▸ **Work instructions**
Going through the data below, copy out each line where the word "Kaduna" shows up.

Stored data

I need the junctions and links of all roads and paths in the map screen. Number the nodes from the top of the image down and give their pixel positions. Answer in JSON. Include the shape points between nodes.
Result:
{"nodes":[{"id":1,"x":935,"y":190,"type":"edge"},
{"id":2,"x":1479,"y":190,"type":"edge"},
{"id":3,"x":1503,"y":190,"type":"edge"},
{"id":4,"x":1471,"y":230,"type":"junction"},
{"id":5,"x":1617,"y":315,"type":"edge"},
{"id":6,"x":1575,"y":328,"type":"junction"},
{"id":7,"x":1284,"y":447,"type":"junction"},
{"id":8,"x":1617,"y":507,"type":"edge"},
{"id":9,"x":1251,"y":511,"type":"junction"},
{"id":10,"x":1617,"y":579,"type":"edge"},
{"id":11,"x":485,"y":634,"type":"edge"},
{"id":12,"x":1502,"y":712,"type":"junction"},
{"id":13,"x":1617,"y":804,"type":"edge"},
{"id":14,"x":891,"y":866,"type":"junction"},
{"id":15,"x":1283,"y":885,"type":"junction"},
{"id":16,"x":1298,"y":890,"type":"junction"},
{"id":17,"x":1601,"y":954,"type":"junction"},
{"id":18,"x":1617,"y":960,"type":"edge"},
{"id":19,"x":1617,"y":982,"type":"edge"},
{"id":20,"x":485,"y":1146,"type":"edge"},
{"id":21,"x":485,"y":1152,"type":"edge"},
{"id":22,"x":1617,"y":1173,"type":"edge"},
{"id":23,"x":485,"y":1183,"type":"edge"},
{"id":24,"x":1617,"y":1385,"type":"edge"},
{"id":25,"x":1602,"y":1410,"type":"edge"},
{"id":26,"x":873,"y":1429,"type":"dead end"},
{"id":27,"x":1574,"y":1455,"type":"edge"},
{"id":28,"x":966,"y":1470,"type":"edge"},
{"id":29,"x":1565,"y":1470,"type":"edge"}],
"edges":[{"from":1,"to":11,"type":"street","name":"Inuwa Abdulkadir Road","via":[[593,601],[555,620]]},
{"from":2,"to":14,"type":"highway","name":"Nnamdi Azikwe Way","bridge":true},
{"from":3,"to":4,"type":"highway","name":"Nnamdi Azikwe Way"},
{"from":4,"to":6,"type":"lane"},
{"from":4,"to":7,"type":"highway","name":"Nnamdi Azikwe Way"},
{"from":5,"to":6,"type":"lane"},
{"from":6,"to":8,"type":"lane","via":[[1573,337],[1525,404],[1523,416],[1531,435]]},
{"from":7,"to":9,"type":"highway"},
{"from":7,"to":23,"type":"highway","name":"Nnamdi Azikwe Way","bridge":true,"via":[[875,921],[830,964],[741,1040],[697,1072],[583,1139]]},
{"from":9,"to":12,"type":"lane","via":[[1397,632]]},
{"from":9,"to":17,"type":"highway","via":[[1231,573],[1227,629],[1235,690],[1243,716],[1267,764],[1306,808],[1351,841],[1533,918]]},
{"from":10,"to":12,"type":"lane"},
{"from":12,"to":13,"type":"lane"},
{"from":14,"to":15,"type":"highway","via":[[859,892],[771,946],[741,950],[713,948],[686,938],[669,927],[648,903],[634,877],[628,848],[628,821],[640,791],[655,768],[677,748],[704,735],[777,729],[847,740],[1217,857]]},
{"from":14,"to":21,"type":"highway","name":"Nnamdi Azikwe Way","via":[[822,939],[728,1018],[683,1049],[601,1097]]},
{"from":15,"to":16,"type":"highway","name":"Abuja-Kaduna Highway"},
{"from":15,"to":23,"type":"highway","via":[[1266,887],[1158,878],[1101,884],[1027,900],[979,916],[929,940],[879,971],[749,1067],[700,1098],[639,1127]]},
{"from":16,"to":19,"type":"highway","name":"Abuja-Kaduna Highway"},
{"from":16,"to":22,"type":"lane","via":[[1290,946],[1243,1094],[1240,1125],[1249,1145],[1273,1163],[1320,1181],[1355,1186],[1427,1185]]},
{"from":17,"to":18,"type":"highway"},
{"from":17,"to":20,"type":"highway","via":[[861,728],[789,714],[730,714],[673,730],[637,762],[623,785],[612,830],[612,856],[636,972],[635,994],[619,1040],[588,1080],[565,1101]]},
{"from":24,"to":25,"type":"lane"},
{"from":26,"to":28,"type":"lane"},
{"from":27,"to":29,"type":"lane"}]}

▸ **Solution for this exercise**
{"from":15,"to":16,"type":"highway","name":"Abuja-Kaduna Highway"},
{"from":16,"to":19,"type":"highway","name":"Abuja-Kaduna Highway"},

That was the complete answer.